By Mark King, Senior Advisor at Pivot >
For as long as I can remember, leadership was about the individual. The best leaders were bigger-than-life personalities—the kind of people everyone saw as the smartest people in the room. Companies followed them because of who they were. Culture, in that world, was about alignment: hire smart employees, point them in the right direction, and expect them to execute. That worked when the world moved slower, but it doesn’t work anymore.
Today, things are moving too fast for any one person, or even a small group of leaders, to have all the answers. The role of leadership has fundamentally shifted. Being a great leader isn’t about you anymore; it’s about changing the culture around you to an environment where all employees take responsibility for the future.
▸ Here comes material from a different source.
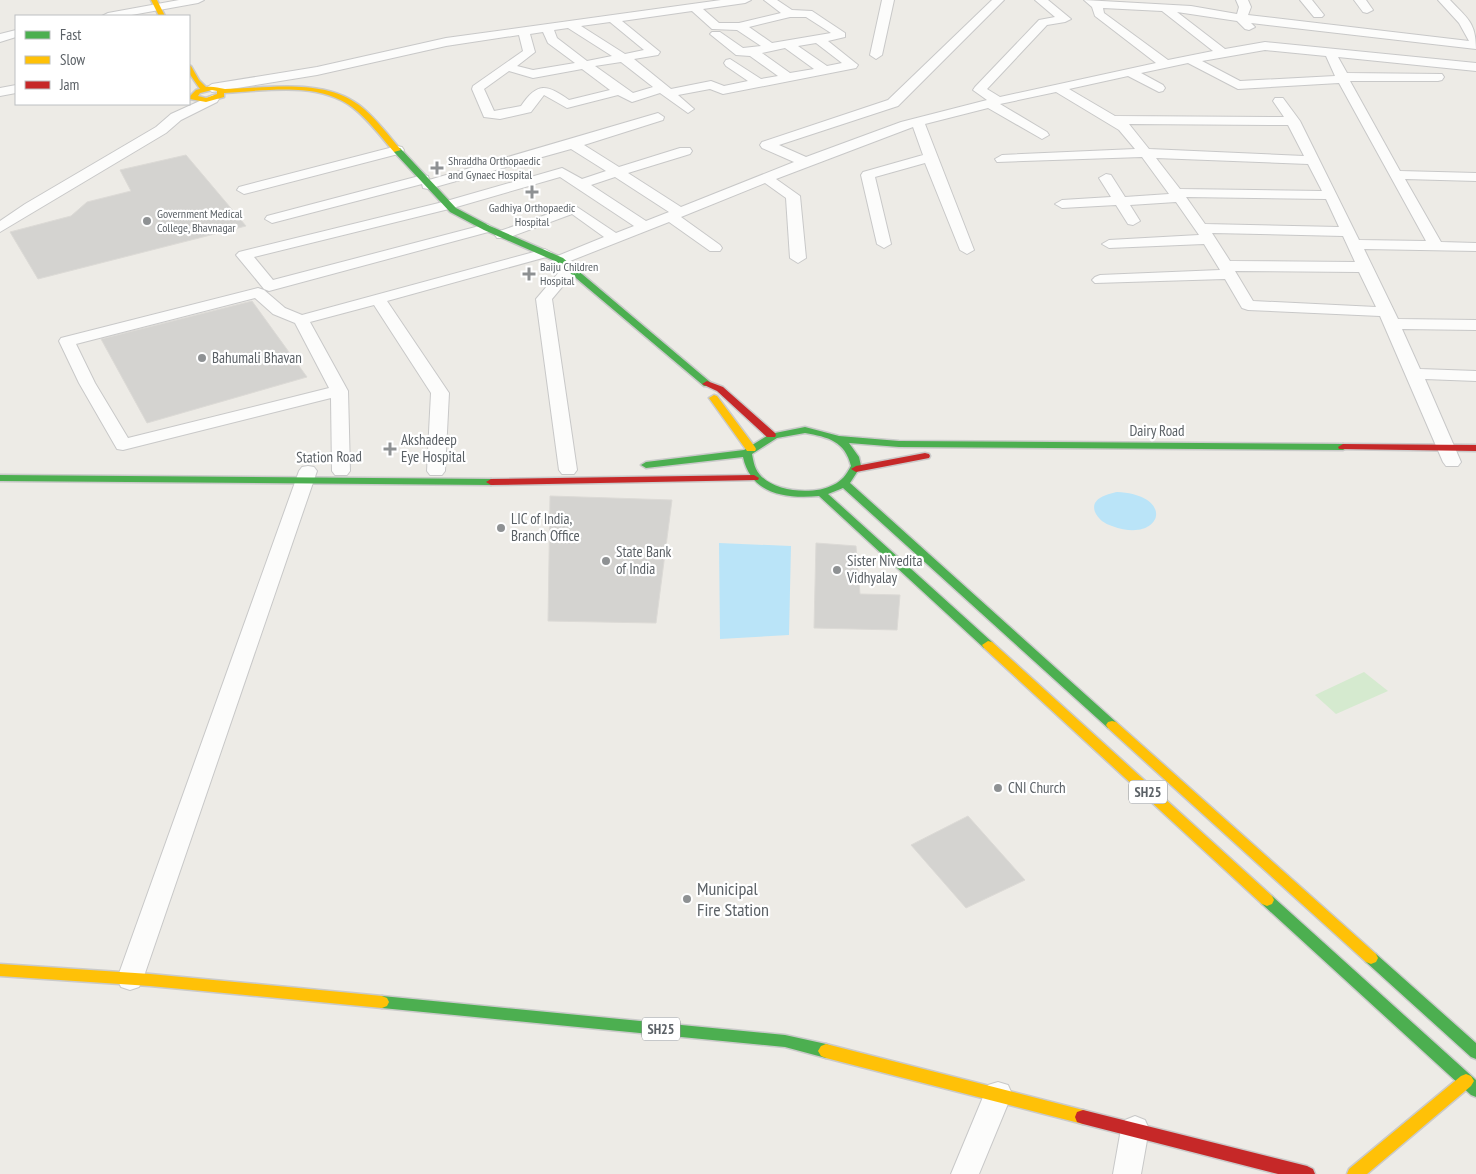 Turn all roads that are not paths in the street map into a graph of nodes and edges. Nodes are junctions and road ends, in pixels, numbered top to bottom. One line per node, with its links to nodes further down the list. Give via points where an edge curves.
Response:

From Command-and-Control to Diverse Thinking
The biggest shift I’ve seen over the past 20 years is the move from command-and-control leadership to a much more diverse way of thinking. In a command-and-control environment, you need employees who are smart, diligent, and loyal to execute on a future defined by the leader. Today, it’s all about innovation and challenging the status quo. That requires a different kind of organization, one made up of people who are creative, passionate about what they do, and willing to take initiative. It also means bringing in young, educated, curious thinkers and, most importantly, giving them a real voice at the table.
Bringing in diverse thinking is only the first step. The real shift happens when you actually engage it. That means creating an environment where people contribute beyond their job descriptions and where input is expected from across levels, functions, and experiences. It also means recognizing that the people closest to the work, and closest to the customer, often have better insights than leadership alone.
When you create that kind of environment, something powerful happens. People stop just doing their jobs and start thinking about how to make the business better. That’s when culture really starts to drive performance.
Collective Intelligence
Out-of-the-box thinking, in the way most people talk about it, doesn’t really exist. We can only think the way we think. You can’t expect people with the same set of experiences to suddenly come up with fundamentally different ideas—they just can’t. Real out-of-the-box thinking comes from actively engaging as many people as possible with different perspectives and ways of thinking.
That’s what collective intelligence looks like in practice. I saw this firsthand when I joined Adidas North America. I didn’t come in with all the answers—in fact, I didn’t have much experience in that part of the business. So instead of trying to dictate a strategy, we opened it up.
We created a platform where anyone in the organization could submit a business idea, build it out, and get support to develop it further. Within weeks, we had nearly a thousand ideas, many of which we implemented, and far more than any leadership team could have come up with on its own.
This platform unlocked the thinking potential of people who had never been asked to contribute in that way before. It shifted the mindset from “do your job” to “help build the future.” That’s what culture really is. It’s not values written on a wall; it’s whether you’re unlocking the full thinking capacity of your organization.
Why Top-Down Strategy Falls Short
Many companies still operate the old way: leadership teams go offsite, define the strategy, set priorities, and bring it back for the organization to execute. The problem is, that approach limits how much thinking actually goes into the solution. It assumes the best ideas come from a small group of people, and in today’s environment, that’s simply not true.
At Taco Bell, we took a different approach. Every 60 days, we brought together 60 employees from across the organization—any role, any level—to focus on a single business challenge. What came back wasn’t just one or two directions, but dozens of ideas shaped by perspectives across the business.
That’s the difference. When you open up problem-solving, you don’t just get more ideas, you get better ones. Organizations that rely too heavily on top-down strategies tend to move slower, miss signals, and struggle to adapt. Not because their people aren’t capable, but because they’re not being asked to think.
Turning Culture into Results
Culture is often treated as something intangible or a “nice to have.” In reality, it’s one of the few true competitive advantages left. Strategies can be copied, and technologies can be replicated, but a culture that consistently engages people in thinking, adapting, and improving is much harder to duplicate.
That’s the real role of leadership. It’s not about having all the answers or defining the future alone. It’s about creating the conditions where the best thinking can come from anywhere in the organization. That requires trust, openness, and a willingness to let go of control.
When you build that kind of culture, performance doesn’t come from better plans; it comes from broader participation in thinking. And the organizations that understand that are the ones that win.